The compromise agreement between Mrs. Anderson and Kerry Anderson presents an entirely different picture. As found by the trial court, he was the only one of the parties to the suit who knew all the facts concerning the note and $11,000 cash in the corporation’s bank account. His unilateral and secretive action in disbursing the corporation’s only liquid assets to himself and the other shareholders, after he had signed the agreement to transfer his stock to Mrs. Anderson, but before the other parties signed the agreements, materially changed the facts underlying his agreement with Mrs. Anderson. It matters not that she might or might not have been able to get part of the corporate money, a matter which need not be decided in this lawsuit. The material change in the corporate financial situation was a fact she was entitled to know in making her hope-of-winning versus risk-of-losing decision to enter into the compromise. Most importantly, the transfer of the corporate stock, based on facts as they existed at the time she and Kerry signed the agreement on Friday, was not only the principal cause of that agreement, it was the only cause or motive. Kerry had no claim against Mrs. Anderson — her only consideration for releasing him was the acquisition of his interest in the corporation. His failure to disclose the existence of the corporate note payable to him, coupled with his action in disbursing the corporate assets to himself and others after signing the agreement with Mrs. Anderson, vitiated her consent and rendered their agreement subject to rescission.

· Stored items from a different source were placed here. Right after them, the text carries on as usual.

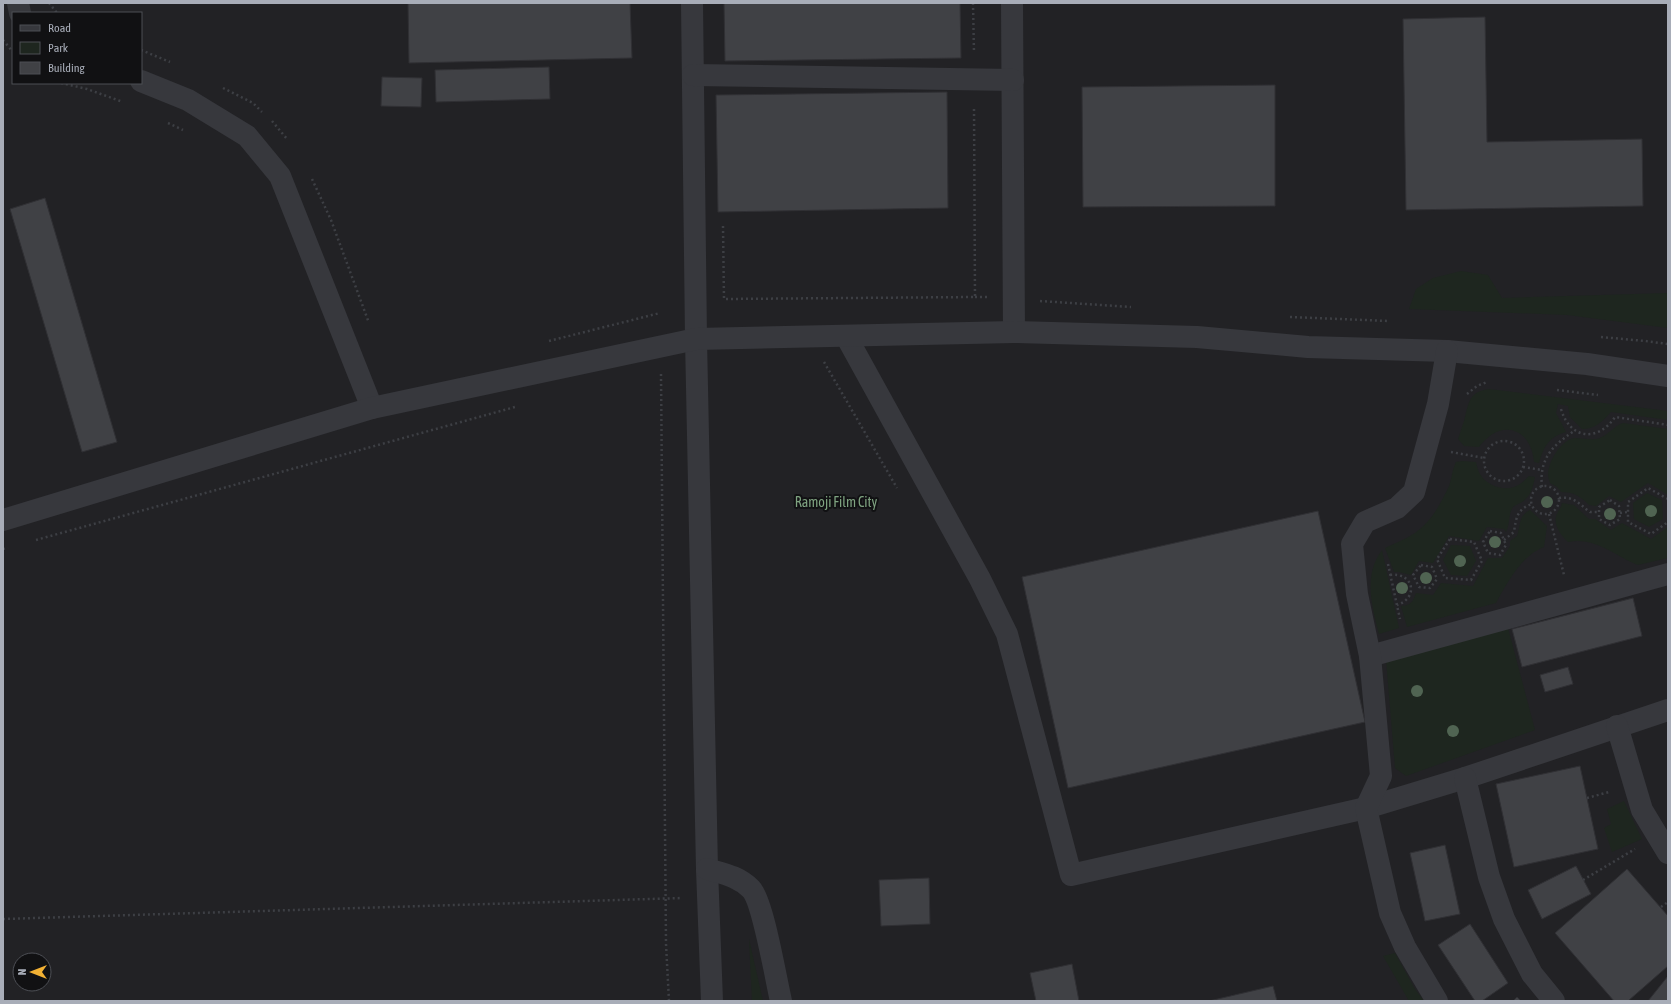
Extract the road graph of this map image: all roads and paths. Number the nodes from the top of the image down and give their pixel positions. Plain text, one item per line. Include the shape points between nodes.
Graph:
1 (49, 3) edge
2 (692, 3) edge
3 (974, 3) edge
4 (1012, 3) edge
5 (56, 12) edge
6 (3, 40) edge
7 (142, 50) edge
8 (12, 51) edge
9 (173, 64) dead end
10 (693, 75) junction
11 (974, 79) junction
12 (1012, 80) junction
13 (142, 81) edge
14 (65, 84) edge
15 (221, 87) dead end
16 (124, 102) dead end
17 (264, 114) dead end
18 (270, 120) dead end
19 (167, 122) dead end
20 (188, 133) dead end
21 (290, 143) dead end
22 (311, 178) dead end
23 (723, 226) dead end
24 (975, 297) junction
25 (1014, 299) junction
26 (1136, 307) dead end
27 (660, 312) dead end
28 (1285, 316) dead end
29 (1394, 321) dead end
30 (372, 330) dead end
31 (1014, 332) junction
32 (846, 336) junction
33 (1598, 337) dead end
34 (696, 339) junction
35 (545, 342) dead end
36 (1668, 344) edge
37 (1447, 351) junction
38 (823, 361) dead end
39 (661, 366) dead end
40 (1668, 376) edge
41 (1494, 383) dead end
42 (1549, 389) dead end
43 (1605, 395) dead end
44 (1466, 398) dead end
45 (516, 406) dead end
46 (372, 408) junction
47 (1561, 409) dead end
48 (1668, 425) edge
49 (1574, 431) junction
50 (1448, 458) dead end
51 (1484, 458) junction
52 (1523, 467) junction
53 (1542, 470) junction
54 (1542, 487) junction
55 (899, 491) dead end
56 (1559, 498) junction
57 (1668, 499) edge
58 (1532, 504) junction
59 (1599, 512) junction
60 (1628, 512) junction
61 (1620, 513) junction
62 (1549, 514) junction
63 (3, 520) edge
64 (1668, 522) edge
65 (34, 540) dead end
66 (1504, 540) junction
67 (11, 547) dead end
68 (1485, 547) junction
69 (3, 549) edge
70 (1478, 551) junction
71 (1388, 564) dead end
72 (1441, 569) junction
73 (1435, 573) junction
74 (1668, 574) edge
75 (1390, 575) junction
76 (1416, 580) junction
77 (1410, 584) junction
78 (1572, 601) junction
79 (1397, 605) junction
80 (1400, 619) dead end
81 (1370, 656) junction
82 (1668, 710) edge
83 (1616, 726) junction
84 (1465, 778) junction
85 (1366, 808) junction
86 (1663, 844) edge
87 (707, 868) junction
88 (1583, 880) dead end
89 (708, 897) junction
90 (666, 898) junction
91 (1668, 902) edge
92 (1661, 908) dead end
93 (3, 919) edge
94 (669, 1001) edge
95 (712, 1001) edge
96 (781, 1001) edge
97 (1437, 1001) edge
98 (1554, 1001) edge

1 - 5 path
2 - 10 lane
3 - 11 path
4 - 12 lane
6 - 8 path
7 - 9 path
10 - 11 lane
10 - 34 lane
11 - 12 lane
11 - 24 path
12 - 25 lane
13 - 46 lane via 188,100 247,136 280,176
14 - 16 path
15 - 17 path via 253,103
18 - 21 path
19 - 20 path
22 - 30 path via 331,220
23 - 24 path via 724,299
24 - 25 path
25 - 26 path
25 - 31 lane
27 - 35 path
28 - 29 path
31 - 32 lane
31 - 37 lane via 1197,337 1308,347
32 - 34 lane
32 - 85 lane via 980,579 1007,634 1071,875
33 - 36 path
34 - 46 lane
34 - 87 lane
37 - 40 lane via 1587,364
37 - 81 lane via 1438,404 1414,492 1397,508 1365,522 1352,544 1357,594
38 - 55 path
39 - 90 path
41 - 44 path via 1486,382 1477,386
42 - 43 path
45 - 65 path
46 - 63 lane
47 - 49 path via 1565,420
48 - 49 path via 1615,417 1599,432 1585,434
49 - 53 path via 1550,451
50 - 51 path via 1450,451
51 - 52 path via 1484,465 1491,476 1503,481 1516,477
51 - 52 path via 1495,442 1509,441 1523,453
52 - 53 path
53 - 54 path
54 - 56 path via 1551,488
54 - 58 path via 1534,492
56 - 59 path via 1573,498 1590,512
56 - 62 path via 1556,510
57 - 60 path via 1648,488 1628,502
58 - 62 path via 1540,513
58 - 66 path via 1517,513 1514,532
59 - 61 path via 1599,507 1610,500 1620,506
59 - 61 path via 1599,520 1610,525 1620,518
60 - 61 path
60 - 64 path via 1628,522 1651,534
62 - 78 path
66 - 68 path via 1506,545 1500,555 1488,553
66 - 68 path via 1501,533 1490,531 1483,542
67 - 69 path
68 - 70 path
70 - 72 path via 1482,561 1470,580 1445,578
70 - 72 path via 1474,542 1450,539 1437,559
71 - 75 path
72 - 73 path
73 - 76 path via 1437,579 1430,588 1419,587
73 - 76 path via 1432,567 1421,565 1413,575
74 - 78 lane
75 - 77 path via 1402,575
75 - 79 path
76 - 77 path
77 - 79 path via 1409,597
78 - 81 lane
79 - 80 path
81 - 85 lane via 1381,776
82 - 83 lane
83 - 84 lane
83 - 86 lane via 1642,810
84 - 85 lane
84 - 98 lane via 1489,877 1504,919 1532,974
85 - 97 lane via 1390,913 1405,947
86 - 88 path
87 - 89 lane
87 - 96 lane via 737,878 752,890 762,916
89 - 90 path
89 - 95 lane
90 - 93 path
90 - 94 path
91 - 92 path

For the reasons assigned, the judgment of the district court is reversed in part. It is ordered, adjudged and decreed that the compromise agreement dated July 21, 1978 between Betty L. Anderson and Kerry Anderson is hereby annuled and set aside. The order dated July 26, 1978 dismissing the demands of Betty L. Anderson against Kerry Anderson is annuled and set aside. That part of the judgment of the district court rejecting the demands of Betty L. Anderson against the American Bank and Trust Company in Monroe and Kent Anderson is affirmed. Costs of the appeal are assessed to Kerry Anderson.
Reversed in part and affirmed in part.